Work task -> Please count the lines below that contain the word "Istiqomah", and reply with that number alone.

------ Source material ------

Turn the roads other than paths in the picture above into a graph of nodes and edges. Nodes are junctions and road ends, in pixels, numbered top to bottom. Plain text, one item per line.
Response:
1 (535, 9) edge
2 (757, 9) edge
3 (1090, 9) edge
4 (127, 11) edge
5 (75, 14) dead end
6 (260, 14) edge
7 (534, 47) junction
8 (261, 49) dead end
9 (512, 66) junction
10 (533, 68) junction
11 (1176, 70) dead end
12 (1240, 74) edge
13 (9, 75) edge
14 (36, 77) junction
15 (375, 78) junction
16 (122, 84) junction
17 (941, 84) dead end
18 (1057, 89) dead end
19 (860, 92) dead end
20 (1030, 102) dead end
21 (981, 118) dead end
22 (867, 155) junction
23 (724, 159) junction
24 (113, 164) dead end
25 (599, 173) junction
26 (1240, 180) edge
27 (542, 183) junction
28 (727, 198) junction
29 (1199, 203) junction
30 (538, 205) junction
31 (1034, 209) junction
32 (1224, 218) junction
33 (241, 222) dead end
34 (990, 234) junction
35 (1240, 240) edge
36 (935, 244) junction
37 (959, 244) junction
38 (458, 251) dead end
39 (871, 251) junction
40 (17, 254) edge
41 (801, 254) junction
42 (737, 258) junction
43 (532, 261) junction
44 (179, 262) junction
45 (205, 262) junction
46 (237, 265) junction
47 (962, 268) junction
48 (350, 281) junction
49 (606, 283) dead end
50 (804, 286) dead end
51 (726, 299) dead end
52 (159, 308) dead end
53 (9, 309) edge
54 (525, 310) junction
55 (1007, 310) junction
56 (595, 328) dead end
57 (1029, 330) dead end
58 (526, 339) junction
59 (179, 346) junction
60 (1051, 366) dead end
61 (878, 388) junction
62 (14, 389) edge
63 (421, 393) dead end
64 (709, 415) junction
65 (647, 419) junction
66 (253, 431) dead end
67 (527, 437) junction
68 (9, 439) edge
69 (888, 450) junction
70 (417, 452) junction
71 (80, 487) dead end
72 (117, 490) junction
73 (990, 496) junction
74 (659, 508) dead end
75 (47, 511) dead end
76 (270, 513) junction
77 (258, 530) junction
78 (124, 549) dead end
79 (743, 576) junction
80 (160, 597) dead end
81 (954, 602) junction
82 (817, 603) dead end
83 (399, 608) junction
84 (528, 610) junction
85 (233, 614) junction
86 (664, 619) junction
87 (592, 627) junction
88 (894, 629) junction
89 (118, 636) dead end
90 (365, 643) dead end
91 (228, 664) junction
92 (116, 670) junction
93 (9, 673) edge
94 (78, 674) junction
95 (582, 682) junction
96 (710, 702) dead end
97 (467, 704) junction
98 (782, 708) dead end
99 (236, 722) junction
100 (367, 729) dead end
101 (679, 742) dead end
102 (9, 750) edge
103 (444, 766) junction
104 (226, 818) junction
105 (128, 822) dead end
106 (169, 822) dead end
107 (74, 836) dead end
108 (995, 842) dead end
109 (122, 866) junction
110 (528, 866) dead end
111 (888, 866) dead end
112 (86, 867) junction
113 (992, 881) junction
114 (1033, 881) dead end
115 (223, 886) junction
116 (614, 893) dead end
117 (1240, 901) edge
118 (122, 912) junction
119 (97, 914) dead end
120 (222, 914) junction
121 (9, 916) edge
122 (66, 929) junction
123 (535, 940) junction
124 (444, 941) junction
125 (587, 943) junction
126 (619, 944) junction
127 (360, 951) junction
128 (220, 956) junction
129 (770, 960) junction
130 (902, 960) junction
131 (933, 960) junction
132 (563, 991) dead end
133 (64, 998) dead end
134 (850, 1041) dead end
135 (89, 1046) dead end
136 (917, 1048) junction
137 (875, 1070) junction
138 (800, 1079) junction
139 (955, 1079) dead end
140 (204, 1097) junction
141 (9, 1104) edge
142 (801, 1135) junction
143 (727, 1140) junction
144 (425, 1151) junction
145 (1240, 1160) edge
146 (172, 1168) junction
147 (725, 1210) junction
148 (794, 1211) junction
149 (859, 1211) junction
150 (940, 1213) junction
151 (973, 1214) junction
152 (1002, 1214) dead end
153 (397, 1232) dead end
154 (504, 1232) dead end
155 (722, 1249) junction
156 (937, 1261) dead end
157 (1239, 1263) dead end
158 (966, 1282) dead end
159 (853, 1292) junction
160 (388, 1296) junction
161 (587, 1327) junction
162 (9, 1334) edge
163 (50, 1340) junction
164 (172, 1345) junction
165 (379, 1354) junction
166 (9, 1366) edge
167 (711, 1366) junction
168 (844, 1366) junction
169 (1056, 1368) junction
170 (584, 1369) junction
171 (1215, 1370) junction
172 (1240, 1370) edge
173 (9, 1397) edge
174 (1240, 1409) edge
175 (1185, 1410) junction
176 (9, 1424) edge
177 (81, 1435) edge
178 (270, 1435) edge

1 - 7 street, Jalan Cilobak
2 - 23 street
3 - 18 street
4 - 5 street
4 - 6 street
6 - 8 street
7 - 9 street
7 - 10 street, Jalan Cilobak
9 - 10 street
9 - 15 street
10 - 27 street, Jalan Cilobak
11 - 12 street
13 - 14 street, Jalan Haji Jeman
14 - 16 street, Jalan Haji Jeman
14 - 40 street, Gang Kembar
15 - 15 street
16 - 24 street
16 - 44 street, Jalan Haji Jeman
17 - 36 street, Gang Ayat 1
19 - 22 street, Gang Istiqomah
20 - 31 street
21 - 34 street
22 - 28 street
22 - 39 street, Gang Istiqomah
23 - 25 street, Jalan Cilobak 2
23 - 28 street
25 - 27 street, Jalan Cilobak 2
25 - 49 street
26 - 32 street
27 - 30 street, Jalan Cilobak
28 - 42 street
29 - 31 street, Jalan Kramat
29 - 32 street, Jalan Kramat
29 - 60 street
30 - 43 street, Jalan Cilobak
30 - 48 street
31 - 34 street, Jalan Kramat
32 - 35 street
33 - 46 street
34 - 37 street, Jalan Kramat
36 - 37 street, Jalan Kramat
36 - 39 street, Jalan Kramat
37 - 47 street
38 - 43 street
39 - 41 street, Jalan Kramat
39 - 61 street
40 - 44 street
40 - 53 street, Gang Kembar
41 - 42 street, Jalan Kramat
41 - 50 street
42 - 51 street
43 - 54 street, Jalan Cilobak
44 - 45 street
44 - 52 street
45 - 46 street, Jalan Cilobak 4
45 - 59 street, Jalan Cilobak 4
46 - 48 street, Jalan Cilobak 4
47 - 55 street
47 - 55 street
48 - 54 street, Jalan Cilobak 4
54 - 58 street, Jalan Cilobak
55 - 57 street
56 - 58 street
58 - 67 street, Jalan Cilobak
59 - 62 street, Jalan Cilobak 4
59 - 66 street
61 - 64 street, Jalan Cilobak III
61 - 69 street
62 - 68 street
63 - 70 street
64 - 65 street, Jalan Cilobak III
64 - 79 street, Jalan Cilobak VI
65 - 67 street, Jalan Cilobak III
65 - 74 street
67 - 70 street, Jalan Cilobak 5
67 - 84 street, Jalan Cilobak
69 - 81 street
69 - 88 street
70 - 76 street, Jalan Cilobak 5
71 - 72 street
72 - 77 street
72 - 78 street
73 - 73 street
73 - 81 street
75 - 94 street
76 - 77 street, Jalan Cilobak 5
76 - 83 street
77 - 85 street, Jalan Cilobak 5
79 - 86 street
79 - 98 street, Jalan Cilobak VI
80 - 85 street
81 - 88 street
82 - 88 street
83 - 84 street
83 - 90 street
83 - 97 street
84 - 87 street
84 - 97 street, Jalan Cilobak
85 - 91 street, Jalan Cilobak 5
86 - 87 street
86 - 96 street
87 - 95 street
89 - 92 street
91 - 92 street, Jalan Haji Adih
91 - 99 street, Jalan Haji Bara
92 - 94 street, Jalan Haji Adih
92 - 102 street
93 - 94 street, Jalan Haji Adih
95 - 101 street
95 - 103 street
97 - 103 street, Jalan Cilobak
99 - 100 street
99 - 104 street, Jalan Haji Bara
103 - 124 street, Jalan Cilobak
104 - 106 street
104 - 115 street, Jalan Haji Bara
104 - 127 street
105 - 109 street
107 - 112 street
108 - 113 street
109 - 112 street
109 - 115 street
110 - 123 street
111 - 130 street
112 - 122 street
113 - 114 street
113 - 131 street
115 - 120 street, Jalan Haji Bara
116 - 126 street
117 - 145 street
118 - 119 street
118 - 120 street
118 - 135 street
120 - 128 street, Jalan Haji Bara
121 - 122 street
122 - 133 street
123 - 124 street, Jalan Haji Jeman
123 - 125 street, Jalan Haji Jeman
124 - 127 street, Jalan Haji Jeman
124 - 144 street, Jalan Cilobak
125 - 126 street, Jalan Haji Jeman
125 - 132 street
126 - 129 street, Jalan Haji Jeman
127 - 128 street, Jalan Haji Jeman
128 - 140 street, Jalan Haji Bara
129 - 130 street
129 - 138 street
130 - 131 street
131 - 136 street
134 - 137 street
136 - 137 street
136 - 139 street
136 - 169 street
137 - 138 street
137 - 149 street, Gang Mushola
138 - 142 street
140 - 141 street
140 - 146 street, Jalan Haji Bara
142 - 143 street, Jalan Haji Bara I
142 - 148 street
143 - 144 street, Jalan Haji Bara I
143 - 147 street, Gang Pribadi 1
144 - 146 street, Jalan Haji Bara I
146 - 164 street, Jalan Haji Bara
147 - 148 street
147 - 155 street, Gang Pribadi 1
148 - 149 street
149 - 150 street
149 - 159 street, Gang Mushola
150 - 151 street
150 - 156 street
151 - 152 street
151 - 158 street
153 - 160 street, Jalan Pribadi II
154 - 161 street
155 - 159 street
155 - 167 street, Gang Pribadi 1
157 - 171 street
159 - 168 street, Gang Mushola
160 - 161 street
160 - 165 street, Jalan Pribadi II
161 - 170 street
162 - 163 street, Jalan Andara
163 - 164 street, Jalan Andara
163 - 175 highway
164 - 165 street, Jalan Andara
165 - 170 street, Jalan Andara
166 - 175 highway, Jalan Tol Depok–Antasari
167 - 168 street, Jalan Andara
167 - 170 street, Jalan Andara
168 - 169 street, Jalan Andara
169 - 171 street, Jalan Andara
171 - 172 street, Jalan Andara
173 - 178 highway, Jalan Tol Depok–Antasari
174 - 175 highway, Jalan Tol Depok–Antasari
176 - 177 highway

------

Response -> 2